# Exercise requirements
From the entries below, transcribe exactly the lines between the line holding "index pip: (249, 131)" and the line holding "pinky mcp: (347, 241)", inclusive; skip all other lines.

# Material for this exercise
= Beginning of Section =

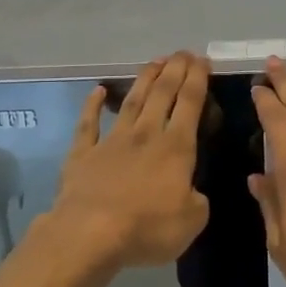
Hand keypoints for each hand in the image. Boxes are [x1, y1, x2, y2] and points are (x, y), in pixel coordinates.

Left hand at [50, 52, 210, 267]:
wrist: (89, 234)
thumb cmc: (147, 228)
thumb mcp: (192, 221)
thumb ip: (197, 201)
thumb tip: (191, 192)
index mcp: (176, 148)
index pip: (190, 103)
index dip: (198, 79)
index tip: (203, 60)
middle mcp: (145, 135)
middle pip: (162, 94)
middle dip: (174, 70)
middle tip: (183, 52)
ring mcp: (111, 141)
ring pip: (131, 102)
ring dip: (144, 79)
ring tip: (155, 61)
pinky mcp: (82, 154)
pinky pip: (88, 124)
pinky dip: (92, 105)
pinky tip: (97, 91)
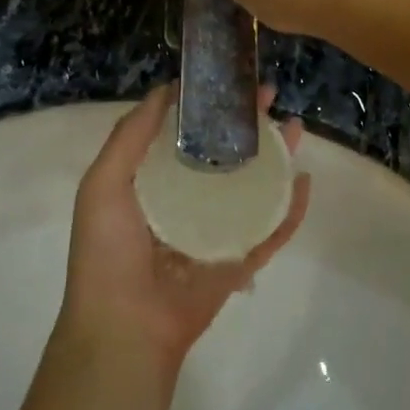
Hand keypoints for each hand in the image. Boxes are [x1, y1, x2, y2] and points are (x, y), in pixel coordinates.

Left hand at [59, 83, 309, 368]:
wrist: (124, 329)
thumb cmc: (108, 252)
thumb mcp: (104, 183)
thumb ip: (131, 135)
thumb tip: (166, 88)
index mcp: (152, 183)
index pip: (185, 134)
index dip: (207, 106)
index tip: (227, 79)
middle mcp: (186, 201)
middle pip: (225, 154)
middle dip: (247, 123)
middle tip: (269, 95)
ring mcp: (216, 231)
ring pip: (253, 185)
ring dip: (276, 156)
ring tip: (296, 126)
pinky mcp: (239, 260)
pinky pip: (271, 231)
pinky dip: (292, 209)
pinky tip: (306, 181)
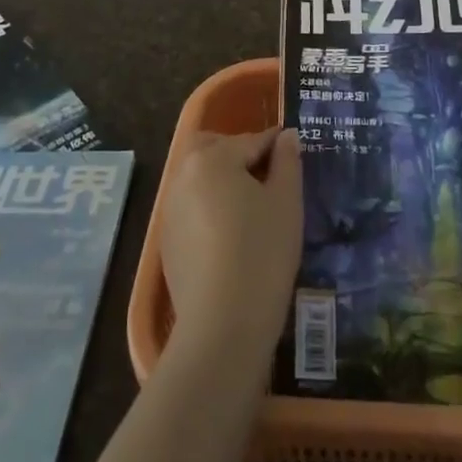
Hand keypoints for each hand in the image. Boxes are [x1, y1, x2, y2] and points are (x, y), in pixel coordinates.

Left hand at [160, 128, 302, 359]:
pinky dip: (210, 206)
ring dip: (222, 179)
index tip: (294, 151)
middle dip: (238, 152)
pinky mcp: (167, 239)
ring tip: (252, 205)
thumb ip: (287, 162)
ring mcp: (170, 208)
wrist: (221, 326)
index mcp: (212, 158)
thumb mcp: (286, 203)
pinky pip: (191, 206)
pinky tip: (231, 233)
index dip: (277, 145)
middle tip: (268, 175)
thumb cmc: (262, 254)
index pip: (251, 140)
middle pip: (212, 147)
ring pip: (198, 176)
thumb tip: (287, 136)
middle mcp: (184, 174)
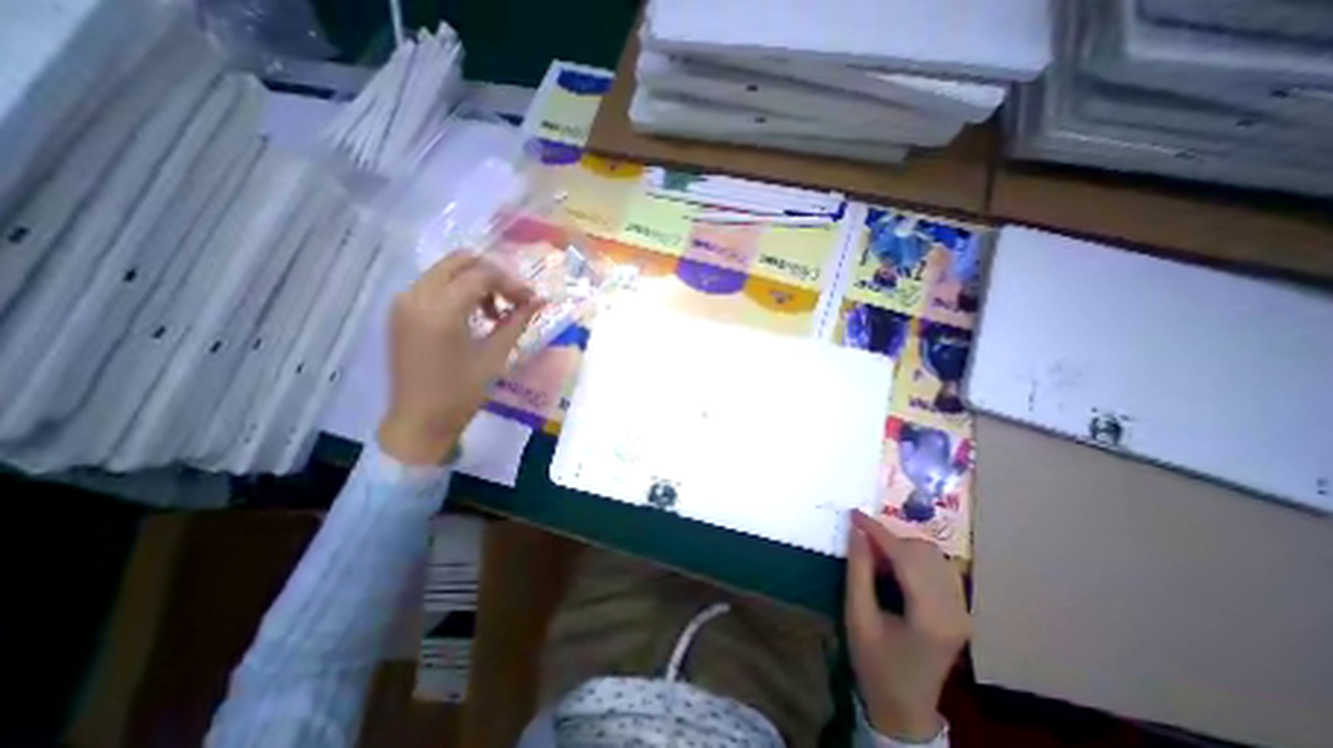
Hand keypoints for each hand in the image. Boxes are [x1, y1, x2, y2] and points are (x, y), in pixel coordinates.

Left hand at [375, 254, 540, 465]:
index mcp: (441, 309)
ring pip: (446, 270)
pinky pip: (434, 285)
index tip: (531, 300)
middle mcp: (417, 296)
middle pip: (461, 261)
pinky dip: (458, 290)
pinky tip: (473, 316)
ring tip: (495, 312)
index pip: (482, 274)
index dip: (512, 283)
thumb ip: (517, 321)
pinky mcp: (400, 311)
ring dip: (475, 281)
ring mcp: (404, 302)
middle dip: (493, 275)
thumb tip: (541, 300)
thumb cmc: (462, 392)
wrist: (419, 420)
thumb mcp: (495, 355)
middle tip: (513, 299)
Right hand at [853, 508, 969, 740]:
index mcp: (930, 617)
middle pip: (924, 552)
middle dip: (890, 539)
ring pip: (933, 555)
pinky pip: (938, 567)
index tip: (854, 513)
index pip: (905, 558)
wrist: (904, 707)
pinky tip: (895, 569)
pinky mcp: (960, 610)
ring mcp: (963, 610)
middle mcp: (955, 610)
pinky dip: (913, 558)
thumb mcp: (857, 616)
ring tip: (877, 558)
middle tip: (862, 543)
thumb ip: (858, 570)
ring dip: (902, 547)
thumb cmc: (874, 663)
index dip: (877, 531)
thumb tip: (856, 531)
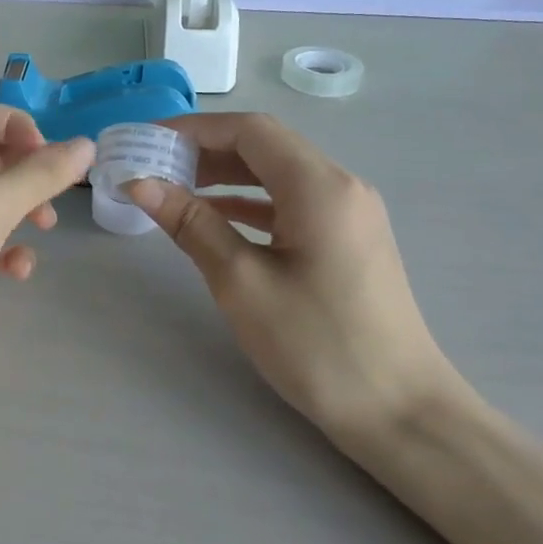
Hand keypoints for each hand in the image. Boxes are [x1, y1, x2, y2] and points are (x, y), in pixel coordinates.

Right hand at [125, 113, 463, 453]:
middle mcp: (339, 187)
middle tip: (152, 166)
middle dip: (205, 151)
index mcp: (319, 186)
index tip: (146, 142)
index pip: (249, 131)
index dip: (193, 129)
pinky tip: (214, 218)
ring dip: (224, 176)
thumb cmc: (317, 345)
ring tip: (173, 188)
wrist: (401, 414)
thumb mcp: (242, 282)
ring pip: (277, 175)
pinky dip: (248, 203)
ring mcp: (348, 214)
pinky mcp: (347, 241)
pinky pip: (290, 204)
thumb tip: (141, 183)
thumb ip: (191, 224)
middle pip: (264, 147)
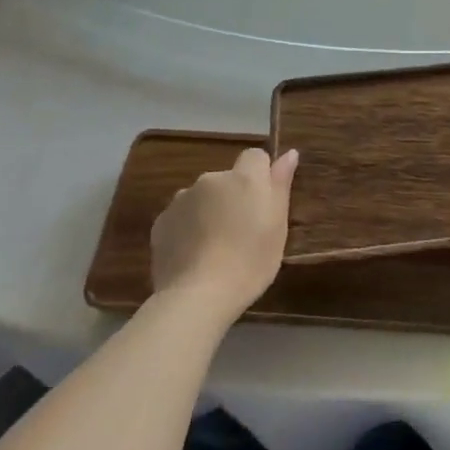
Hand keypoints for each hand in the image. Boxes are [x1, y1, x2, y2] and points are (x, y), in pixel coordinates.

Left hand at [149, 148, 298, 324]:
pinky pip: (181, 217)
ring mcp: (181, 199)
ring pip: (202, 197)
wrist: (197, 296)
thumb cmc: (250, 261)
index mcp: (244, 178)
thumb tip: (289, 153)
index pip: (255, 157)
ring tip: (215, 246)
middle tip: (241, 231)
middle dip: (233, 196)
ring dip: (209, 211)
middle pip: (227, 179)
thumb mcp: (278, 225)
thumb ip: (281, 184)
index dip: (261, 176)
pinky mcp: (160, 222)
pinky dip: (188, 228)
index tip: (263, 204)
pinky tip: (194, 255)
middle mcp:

= End of Section =

# Exercise output
index pip: (249, 131)
index dip: (193, 129)
pinky tip: (214, 218)
ring dip: (224, 176)
thumb cmc: (317, 345)
ring tip: (173, 188)
wrist: (401, 414)
thumb mcp: (242, 282)
ring pip: (277, 175)
pinky dip: (248, 203)
ring mcp: (348, 214)
pinky mcp: (347, 241)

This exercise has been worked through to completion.